#### Given records ####

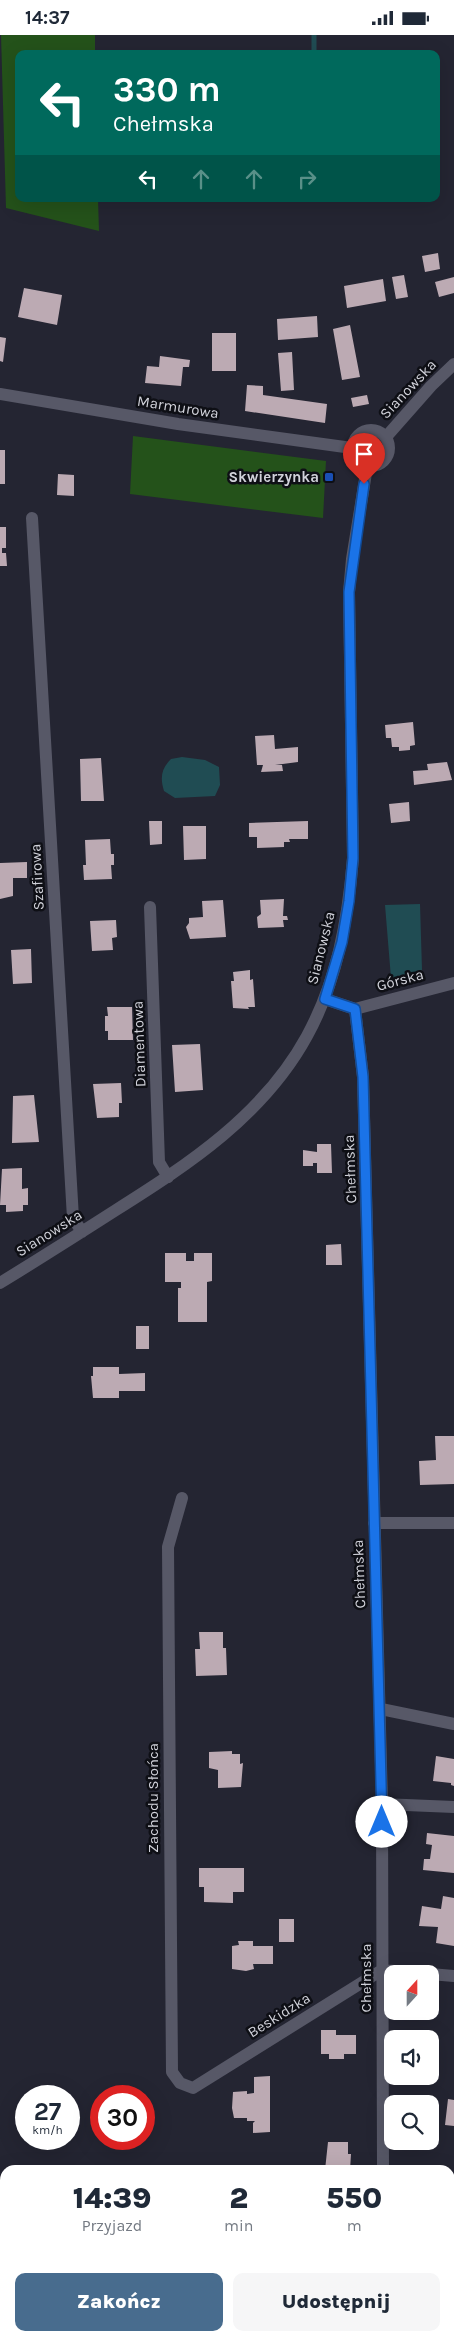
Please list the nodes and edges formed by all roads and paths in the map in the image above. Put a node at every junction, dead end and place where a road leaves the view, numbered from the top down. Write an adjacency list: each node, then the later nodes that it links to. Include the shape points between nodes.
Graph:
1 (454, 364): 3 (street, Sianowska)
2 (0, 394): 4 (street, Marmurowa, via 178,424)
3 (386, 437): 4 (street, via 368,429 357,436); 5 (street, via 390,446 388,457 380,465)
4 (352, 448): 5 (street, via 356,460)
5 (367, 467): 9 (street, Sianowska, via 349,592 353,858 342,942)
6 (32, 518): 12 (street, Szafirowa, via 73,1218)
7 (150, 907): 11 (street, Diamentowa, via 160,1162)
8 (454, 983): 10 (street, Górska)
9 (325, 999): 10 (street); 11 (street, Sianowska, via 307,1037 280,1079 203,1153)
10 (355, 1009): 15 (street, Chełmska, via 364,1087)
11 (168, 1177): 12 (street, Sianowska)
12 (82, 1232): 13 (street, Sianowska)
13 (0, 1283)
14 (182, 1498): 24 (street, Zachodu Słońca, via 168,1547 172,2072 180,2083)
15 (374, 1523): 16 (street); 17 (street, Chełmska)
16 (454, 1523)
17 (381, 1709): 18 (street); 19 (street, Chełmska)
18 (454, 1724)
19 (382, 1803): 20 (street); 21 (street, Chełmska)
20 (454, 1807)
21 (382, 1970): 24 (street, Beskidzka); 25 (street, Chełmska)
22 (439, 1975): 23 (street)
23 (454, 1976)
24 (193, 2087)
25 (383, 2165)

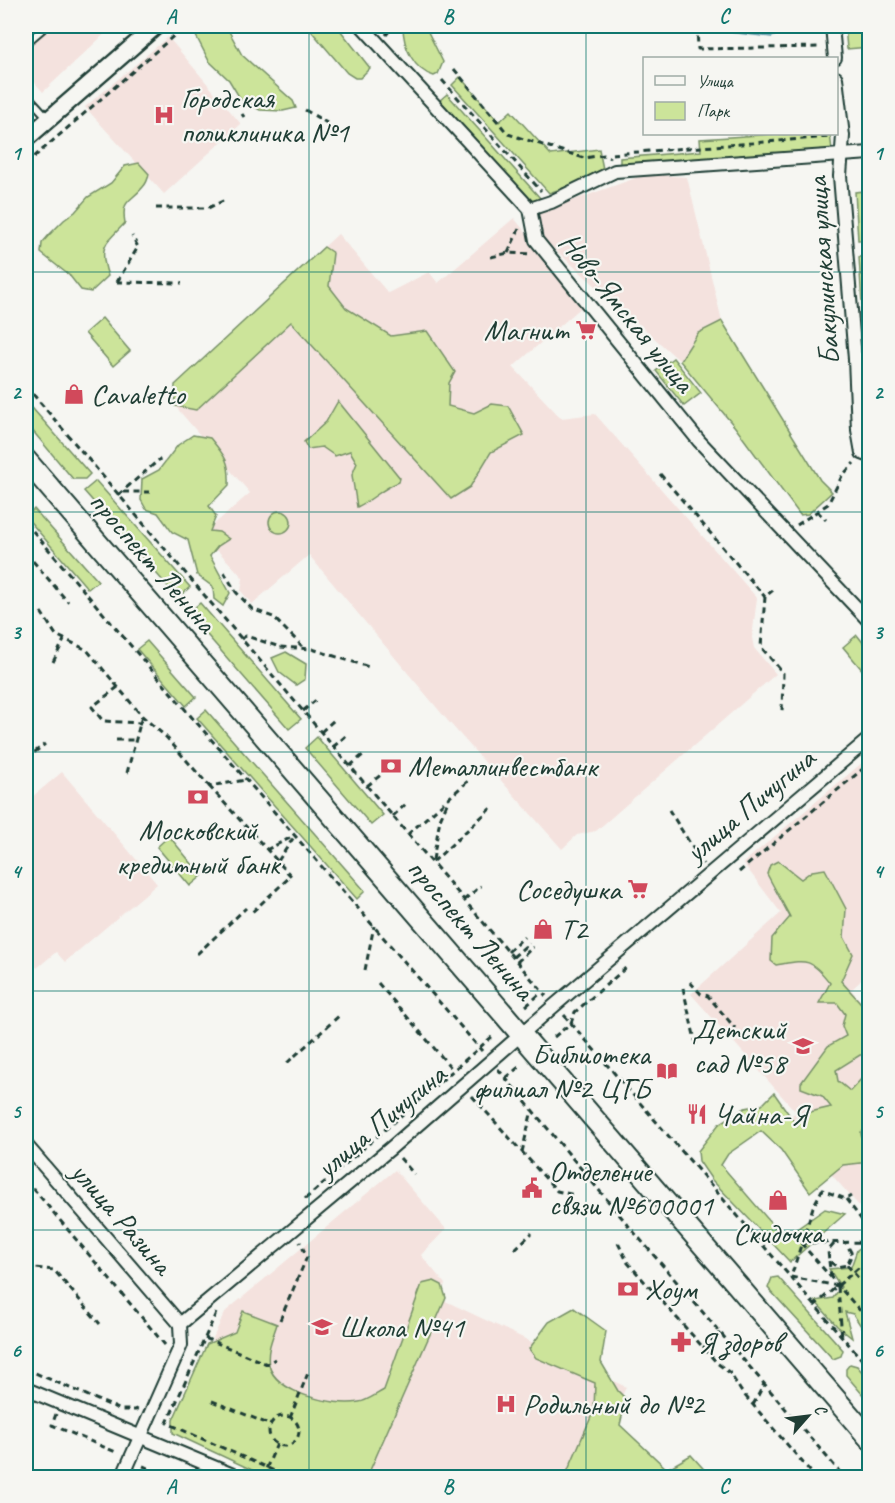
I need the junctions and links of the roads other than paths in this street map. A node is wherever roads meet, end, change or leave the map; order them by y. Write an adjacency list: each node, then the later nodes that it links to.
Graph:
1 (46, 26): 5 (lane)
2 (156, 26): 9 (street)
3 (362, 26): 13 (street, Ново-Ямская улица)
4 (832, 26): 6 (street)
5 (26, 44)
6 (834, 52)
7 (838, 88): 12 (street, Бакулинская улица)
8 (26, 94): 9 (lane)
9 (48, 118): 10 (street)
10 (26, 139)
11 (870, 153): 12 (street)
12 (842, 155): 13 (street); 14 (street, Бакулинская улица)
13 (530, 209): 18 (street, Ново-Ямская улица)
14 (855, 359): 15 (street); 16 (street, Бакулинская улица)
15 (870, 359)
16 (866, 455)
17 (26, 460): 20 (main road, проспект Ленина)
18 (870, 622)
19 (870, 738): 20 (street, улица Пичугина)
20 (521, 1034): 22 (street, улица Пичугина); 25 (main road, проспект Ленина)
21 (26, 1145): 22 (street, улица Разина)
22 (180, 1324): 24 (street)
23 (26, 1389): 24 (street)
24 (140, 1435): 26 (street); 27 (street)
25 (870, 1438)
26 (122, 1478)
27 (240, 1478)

####

- Task prompt: What you return should be the full listing, unchanged, minus the pictures.

- Solution to the exercise:
Please list the nodes and edges formed by all roads and paths in the map in the image above. Put a node at every junction, dead end and place where a road leaves the view, numbered from the top down. Write an adjacency list: each node, then the later nodes that it links to. Include the shape points between nodes.
Graph:
1 (454, 364): 3 (street, Sianowska)
2 (0, 394): 4 (street, Marmurowa, via 178,424)
3 (386, 437): 4 (street, via 368,429 357,436); 5 (street, via 390,446 388,457 380,465)
4 (352, 448): 5 (street, via 356,460)
5 (367, 467): 9 (street, Sianowska, via 349,592 353,858 342,942)
6 (32, 518): 12 (street, Szafirowa, via 73,1218)
7 (150, 907): 11 (street, Diamentowa, via 160,1162)
8 (454, 983): 10 (street, Górska)
9 (325, 999): 10 (street); 11 (street, Sianowska, via 307,1037 280,1079 203,1153)
10 (355, 1009): 15 (street, Chełmska, via 364,1087)
11 (168, 1177): 12 (street, Sianowska)
12 (82, 1232): 13 (street, Sianowska)
13 (0, 1283)
14 (182, 1498): 24 (street, Zachodu Słońca, via 168,1547 172,2072 180,2083)
15 (374, 1523): 16 (street); 17 (street, Chełmska)
16 (454, 1523)
17 (381, 1709): 18 (street); 19 (street, Chełmska)
18 (454, 1724)
19 (382, 1803): 20 (street); 21 (street, Chełmska)
20 (454, 1807)
21 (382, 1970): 24 (street, Beskidzka); 25 (street, Chełmska)
22 (439, 1975): 23 (street)
23 (454, 1976)
24 (193, 2087)
25 (383, 2165)

I need the junctions and links of the roads other than paths in this street map. A node is wherever roads meet, end, change or leave the map; order them by y. Write an adjacency list: each node, then the later nodes that it links to.
Graph:
1 (46, 26): 5 (lane)
2 (156, 26): 9 (street)
3 (362, 26): 13 (street, Ново-Ямская улица)
4 (832, 26): 6 (street)
5 (26, 44)
6 (834, 52)
7 (838, 88): 12 (street, Бакулинская улица)
8 (26, 94): 9 (lane)
9 (48, 118): 10 (street)
10 (26, 139)
11 (870, 153): 12 (street)
12 (842, 155): 13 (street); 14 (street, Бакулинская улица)
13 (530, 209): 18 (street, Ново-Ямская улица)
14 (855, 359): 15 (street); 16 (street, Бакулинская улица)
15 (870, 359)
16 (866, 455)
17 (26, 460): 20 (main road, проспект Ленина)
18 (870, 622)
19 (870, 738): 20 (street, улица Пичугина)
20 (521, 1034): 22 (street, улица Пичугина); 25 (main road, проспект Ленина)
21 (26, 1145): 22 (street, улица Разина)
22 (180, 1324): 24 (street)
23 (26, 1389): 24 (street)
24 (140, 1435): 26 (street); 27 (street)
25 (870, 1438)
26 (122, 1478)
27 (240, 1478)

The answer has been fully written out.